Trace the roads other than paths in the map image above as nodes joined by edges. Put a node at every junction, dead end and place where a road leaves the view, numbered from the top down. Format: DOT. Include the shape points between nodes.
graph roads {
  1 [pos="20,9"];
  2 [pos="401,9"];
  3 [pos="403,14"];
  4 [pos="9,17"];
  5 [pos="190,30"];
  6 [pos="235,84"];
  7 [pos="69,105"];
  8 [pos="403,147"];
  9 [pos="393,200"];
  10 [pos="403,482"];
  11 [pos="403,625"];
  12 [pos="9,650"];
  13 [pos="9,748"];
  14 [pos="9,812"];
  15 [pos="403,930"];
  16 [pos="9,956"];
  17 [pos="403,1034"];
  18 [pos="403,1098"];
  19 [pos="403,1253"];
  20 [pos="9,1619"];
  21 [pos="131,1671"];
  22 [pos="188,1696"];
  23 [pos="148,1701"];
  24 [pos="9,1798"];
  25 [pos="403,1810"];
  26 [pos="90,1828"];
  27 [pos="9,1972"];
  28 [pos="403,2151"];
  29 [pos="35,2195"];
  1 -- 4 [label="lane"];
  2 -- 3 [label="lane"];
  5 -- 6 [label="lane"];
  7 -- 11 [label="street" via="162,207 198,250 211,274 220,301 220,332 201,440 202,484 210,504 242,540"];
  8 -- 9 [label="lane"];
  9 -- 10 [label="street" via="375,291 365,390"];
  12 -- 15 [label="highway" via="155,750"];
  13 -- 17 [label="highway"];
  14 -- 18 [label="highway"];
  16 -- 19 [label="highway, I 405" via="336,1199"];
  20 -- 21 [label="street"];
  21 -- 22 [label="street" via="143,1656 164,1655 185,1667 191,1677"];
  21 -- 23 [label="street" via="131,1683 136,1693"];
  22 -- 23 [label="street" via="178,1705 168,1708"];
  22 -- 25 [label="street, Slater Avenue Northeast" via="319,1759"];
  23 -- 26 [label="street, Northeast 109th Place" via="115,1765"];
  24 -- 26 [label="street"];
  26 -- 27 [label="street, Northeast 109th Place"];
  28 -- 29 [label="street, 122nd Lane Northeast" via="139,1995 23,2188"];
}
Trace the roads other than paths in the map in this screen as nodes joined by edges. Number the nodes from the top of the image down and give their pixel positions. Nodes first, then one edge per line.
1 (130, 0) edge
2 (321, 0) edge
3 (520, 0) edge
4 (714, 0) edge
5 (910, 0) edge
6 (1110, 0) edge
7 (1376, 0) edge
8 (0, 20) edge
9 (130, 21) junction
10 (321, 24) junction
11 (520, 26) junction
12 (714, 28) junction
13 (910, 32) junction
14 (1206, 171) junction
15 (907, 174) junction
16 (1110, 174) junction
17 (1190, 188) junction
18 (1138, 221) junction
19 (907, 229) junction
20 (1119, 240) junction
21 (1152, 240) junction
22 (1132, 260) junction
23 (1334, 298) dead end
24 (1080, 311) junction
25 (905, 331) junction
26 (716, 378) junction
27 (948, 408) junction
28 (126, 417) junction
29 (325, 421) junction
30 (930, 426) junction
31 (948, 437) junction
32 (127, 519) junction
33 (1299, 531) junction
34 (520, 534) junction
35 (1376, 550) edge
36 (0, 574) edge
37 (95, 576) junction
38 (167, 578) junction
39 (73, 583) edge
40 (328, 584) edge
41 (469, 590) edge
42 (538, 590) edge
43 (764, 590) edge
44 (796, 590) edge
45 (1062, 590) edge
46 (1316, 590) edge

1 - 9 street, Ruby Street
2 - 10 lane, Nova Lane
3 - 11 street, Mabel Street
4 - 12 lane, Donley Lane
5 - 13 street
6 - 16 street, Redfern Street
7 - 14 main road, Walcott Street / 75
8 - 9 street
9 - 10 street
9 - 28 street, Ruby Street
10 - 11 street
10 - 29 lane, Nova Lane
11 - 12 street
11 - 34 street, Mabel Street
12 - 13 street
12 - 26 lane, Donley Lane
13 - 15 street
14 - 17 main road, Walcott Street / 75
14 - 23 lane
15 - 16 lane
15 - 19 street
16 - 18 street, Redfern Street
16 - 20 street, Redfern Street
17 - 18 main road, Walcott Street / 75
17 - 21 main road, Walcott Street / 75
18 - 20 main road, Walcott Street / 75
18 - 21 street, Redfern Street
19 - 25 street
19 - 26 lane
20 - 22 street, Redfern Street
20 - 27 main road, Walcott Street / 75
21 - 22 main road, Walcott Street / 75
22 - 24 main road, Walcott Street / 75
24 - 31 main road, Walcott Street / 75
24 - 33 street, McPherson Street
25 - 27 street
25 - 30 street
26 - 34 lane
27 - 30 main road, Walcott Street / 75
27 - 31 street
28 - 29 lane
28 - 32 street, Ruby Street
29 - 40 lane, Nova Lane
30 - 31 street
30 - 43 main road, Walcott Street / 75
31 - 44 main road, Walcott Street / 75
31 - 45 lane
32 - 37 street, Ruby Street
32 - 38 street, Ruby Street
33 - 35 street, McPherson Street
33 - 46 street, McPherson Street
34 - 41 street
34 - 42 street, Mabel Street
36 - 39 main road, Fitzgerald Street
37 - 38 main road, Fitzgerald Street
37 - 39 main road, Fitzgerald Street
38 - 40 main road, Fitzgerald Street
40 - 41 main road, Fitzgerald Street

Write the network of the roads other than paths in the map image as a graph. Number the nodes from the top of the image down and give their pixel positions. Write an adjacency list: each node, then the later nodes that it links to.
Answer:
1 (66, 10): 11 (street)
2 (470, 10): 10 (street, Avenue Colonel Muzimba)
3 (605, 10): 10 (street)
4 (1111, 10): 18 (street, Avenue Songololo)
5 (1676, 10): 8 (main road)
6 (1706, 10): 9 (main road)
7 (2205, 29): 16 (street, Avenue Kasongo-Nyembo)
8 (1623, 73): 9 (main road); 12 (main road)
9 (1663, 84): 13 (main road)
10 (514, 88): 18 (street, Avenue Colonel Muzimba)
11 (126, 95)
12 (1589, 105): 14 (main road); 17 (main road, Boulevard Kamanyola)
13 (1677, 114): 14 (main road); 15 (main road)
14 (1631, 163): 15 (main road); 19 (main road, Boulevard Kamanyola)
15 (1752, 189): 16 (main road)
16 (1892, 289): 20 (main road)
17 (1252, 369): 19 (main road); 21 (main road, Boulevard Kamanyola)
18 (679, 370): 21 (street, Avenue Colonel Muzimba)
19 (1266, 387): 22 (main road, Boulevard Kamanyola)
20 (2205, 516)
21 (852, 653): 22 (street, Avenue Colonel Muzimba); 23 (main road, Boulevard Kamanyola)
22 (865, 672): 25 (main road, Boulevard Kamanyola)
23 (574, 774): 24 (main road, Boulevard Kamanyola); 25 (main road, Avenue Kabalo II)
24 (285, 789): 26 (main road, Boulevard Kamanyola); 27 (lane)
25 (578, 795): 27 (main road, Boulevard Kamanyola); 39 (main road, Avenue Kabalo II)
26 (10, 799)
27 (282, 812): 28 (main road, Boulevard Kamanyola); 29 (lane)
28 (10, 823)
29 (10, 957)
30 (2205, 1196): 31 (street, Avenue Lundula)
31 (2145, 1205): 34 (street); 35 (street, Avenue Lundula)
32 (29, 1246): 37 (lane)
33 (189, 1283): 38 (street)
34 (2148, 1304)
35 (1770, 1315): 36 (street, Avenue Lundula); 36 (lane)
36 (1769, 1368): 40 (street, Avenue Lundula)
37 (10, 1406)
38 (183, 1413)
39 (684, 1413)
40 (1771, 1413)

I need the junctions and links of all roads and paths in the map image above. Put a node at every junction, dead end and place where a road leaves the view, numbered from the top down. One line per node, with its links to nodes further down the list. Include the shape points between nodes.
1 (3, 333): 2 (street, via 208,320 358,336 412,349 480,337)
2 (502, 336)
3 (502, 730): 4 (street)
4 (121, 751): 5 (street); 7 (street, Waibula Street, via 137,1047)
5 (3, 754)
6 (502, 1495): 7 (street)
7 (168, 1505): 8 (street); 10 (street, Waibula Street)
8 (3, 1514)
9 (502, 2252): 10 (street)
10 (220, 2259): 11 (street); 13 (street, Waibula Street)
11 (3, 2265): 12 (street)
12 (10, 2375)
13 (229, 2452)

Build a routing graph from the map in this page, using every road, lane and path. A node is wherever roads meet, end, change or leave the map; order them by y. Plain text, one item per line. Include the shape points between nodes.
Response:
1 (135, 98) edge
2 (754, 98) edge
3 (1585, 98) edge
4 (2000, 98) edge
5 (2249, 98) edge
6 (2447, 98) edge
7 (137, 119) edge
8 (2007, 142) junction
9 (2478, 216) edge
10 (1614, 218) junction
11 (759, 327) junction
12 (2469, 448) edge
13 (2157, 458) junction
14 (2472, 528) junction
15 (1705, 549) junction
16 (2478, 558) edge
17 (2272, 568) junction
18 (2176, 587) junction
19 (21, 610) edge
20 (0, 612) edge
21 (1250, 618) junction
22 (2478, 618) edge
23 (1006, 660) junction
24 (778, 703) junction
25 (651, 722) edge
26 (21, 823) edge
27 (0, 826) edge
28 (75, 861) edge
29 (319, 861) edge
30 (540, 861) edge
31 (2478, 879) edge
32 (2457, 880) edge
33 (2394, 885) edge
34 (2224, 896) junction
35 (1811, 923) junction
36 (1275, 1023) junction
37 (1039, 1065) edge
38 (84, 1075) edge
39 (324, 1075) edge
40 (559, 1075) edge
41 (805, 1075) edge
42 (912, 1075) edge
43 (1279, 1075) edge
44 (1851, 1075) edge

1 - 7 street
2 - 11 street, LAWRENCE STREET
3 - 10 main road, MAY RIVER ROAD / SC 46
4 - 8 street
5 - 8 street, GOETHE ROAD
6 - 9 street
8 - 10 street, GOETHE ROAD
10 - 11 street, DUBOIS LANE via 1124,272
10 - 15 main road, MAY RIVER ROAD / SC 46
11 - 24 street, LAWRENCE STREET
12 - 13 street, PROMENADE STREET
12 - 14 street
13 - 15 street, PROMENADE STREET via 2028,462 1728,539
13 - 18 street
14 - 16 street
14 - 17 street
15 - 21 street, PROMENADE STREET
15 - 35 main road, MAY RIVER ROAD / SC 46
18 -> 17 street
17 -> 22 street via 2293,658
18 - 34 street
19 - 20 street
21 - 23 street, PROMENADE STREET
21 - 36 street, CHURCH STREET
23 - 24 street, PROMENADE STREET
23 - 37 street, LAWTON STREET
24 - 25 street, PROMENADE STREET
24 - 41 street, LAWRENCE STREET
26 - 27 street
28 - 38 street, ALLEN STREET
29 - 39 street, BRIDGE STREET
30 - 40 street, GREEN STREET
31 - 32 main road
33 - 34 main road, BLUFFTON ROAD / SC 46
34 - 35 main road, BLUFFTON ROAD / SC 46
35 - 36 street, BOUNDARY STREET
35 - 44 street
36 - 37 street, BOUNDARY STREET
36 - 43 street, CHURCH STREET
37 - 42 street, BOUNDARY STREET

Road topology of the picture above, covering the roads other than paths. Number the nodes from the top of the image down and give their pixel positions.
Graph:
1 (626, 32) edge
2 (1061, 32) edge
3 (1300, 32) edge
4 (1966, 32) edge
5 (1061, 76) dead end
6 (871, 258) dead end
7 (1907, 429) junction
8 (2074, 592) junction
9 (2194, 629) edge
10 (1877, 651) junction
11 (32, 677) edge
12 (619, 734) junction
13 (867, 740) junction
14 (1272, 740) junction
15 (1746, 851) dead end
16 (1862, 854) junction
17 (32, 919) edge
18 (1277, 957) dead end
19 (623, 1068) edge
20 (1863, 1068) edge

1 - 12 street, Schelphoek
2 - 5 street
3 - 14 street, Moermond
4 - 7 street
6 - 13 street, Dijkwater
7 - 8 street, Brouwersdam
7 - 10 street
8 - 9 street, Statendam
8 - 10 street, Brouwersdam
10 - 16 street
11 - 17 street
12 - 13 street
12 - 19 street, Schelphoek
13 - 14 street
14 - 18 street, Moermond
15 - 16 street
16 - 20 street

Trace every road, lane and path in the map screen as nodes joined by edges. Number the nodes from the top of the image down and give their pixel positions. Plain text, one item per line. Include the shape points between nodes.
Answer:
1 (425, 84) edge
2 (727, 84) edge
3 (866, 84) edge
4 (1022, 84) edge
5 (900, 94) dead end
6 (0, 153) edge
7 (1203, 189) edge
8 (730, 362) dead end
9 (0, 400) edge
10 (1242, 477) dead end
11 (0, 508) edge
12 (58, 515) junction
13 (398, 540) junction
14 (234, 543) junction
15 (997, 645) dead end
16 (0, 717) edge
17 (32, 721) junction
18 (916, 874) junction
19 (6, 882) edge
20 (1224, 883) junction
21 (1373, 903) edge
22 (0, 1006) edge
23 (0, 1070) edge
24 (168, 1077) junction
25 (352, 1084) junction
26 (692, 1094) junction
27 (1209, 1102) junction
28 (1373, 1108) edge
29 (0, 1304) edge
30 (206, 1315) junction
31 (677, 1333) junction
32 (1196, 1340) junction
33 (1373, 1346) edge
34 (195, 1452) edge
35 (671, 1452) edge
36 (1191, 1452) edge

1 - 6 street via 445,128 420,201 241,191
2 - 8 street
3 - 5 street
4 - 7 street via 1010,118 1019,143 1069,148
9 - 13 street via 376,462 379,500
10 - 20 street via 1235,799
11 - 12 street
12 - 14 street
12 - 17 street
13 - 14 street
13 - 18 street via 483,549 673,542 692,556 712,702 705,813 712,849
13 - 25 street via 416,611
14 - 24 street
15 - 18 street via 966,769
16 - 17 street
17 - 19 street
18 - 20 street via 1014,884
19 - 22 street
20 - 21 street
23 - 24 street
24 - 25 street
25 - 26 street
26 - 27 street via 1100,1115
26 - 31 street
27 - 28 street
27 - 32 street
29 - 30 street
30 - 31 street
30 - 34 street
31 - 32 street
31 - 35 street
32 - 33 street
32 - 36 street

__Problem requirements__.
What lines of the material contain "Walcott"? Show them.

__Your response__.
7 - 14 main road, Walcott Street / 75
14 - 17 main road, Walcott Street / 75
17 - 18 main road, Walcott Street / 75
17 - 21 main road, Walcott Street / 75
18 - 20 main road, Walcott Street / 75
20 - 27 main road, Walcott Street / 75
21 - 22 main road, Walcott Street / 75
22 - 24 main road, Walcott Street / 75
24 - 31 main road, Walcott Street / 75
27 - 30 main road, Walcott Street / 75
30 - 43 main road, Walcott Street / 75
31 - 44 main road, Walcott Street / 75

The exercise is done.